**THE PROBLEM**: Word for word, copy out the entries below, but not the pictures in them.

[Stored data entries]
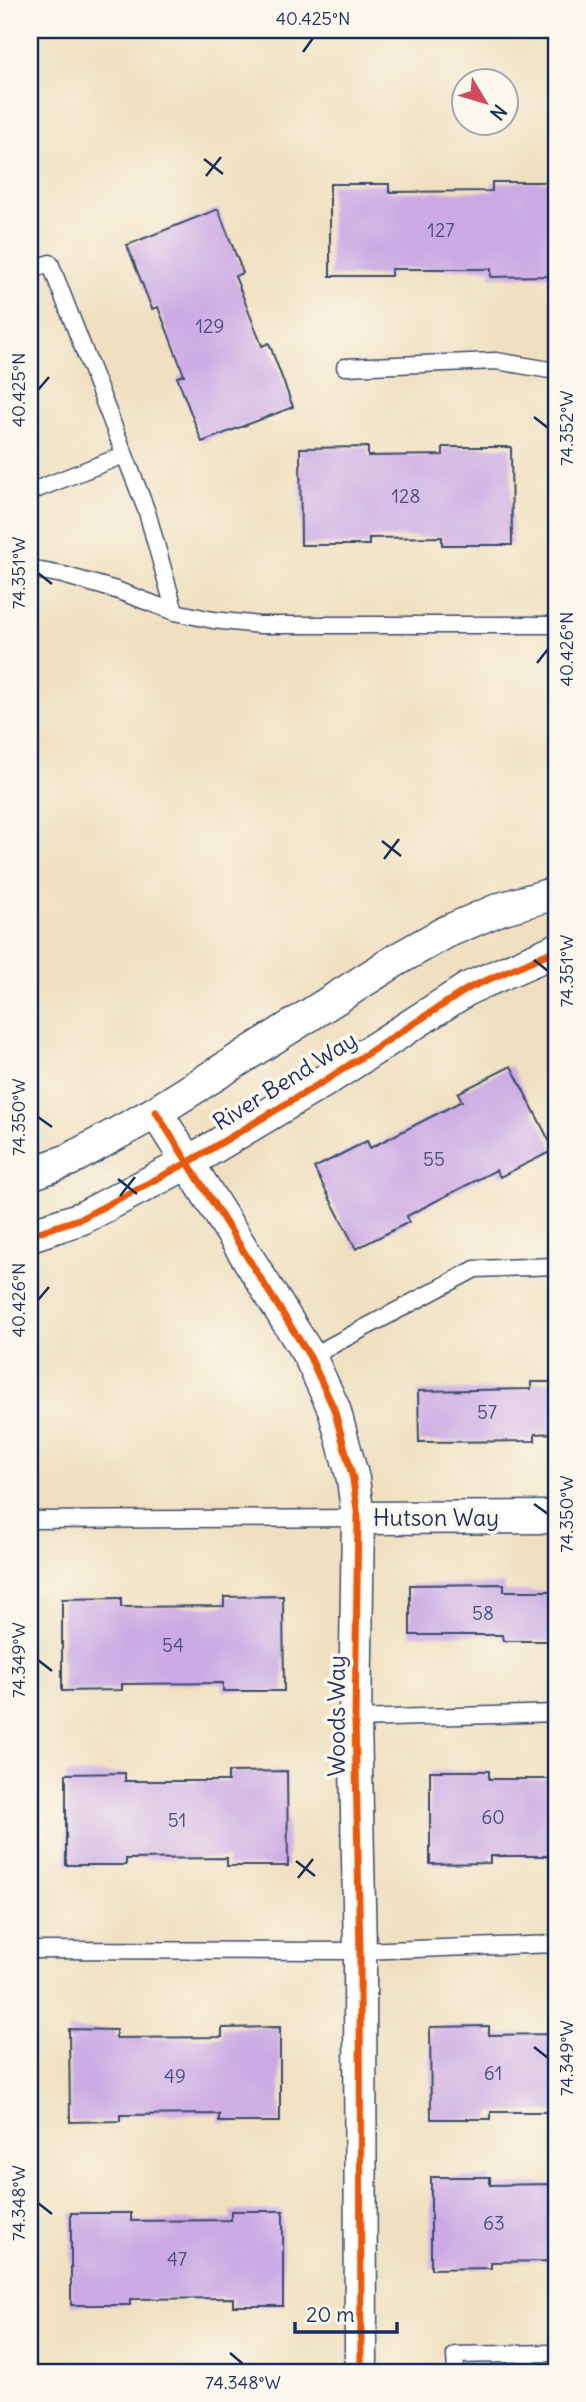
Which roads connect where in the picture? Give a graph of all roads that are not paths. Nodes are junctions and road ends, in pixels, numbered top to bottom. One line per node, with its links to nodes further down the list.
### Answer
1 (30, 271): 4 (lane)
2 (345, 367): 3 (lane)
3 (556, 372)
4 (124, 456): 5 (lane); 7 (lane)
5 (30, 492)
6 (30, 569): 7 (lane)
7 (175, 612): 8 (lane)
8 (556, 625)
9 (556, 893): 11 (street, River Bend Way)
10 (556, 950): 12 (street, River Bend Way)
11 (156, 1112): 12 (street, Woods Way); 13 (street, River Bend Way)
12 (189, 1162): 14 (street, River Bend Way); 16 (street, Woods Way)
13 (30, 1174)
14 (30, 1235)
15 (556, 1266): 16 (lane)
16 (310, 1357): 18 (street, Woods Way)
17 (556, 1517): 18 (street, Hutson Way)
18 (358, 1518): 19 (lane); 21 (street, Woods Way)
19 (30, 1520)
20 (556, 1713): 21 (lane)
21 (355, 1719): 24 (street, Woods Way)
22 (556, 1944): 24 (lane)
23 (30, 1950): 24 (lane)
24 (360, 1951): 26 (street, Woods Way)
25 (556, 2353): 27 (lane)
26 (361, 2372)
27 (456, 2372)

**SOLUTION FOR THIS PROBLEM**:
Which roads connect where in the picture? Give a graph of all roads that are not paths. Nodes are junctions and road ends, in pixels, numbered top to bottom. One line per node, with its links to nodes further down the list.
### Answer
1 (30, 271): 4 (lane)
2 (345, 367): 3 (lane)
3 (556, 372)
4 (124, 456): 5 (lane); 7 (lane)
5 (30, 492)
6 (30, 569): 7 (lane)
7 (175, 612): 8 (lane)
8 (556, 625)
9 (556, 893): 11 (street, River Bend Way)
10 (556, 950): 12 (street, River Bend Way)
11 (156, 1112): 12 (street, Woods Way); 13 (street, River Bend Way)
12 (189, 1162): 14 (street, River Bend Way); 16 (street, Woods Way)
13 (30, 1174)
14 (30, 1235)
15 (556, 1266): 16 (lane)
16 (310, 1357): 18 (street, Woods Way)
17 (556, 1517): 18 (street, Hutson Way)
18 (358, 1518): 19 (lane); 21 (street, Woods Way)
19 (30, 1520)
20 (556, 1713): 21 (lane)
21 (355, 1719): 24 (street, Woods Way)
22 (556, 1944): 24 (lane)
23 (30, 1950): 24 (lane)
24 (360, 1951): 26 (street, Woods Way)
25 (556, 2353): 27 (lane)
26 (361, 2372)
27 (456, 2372)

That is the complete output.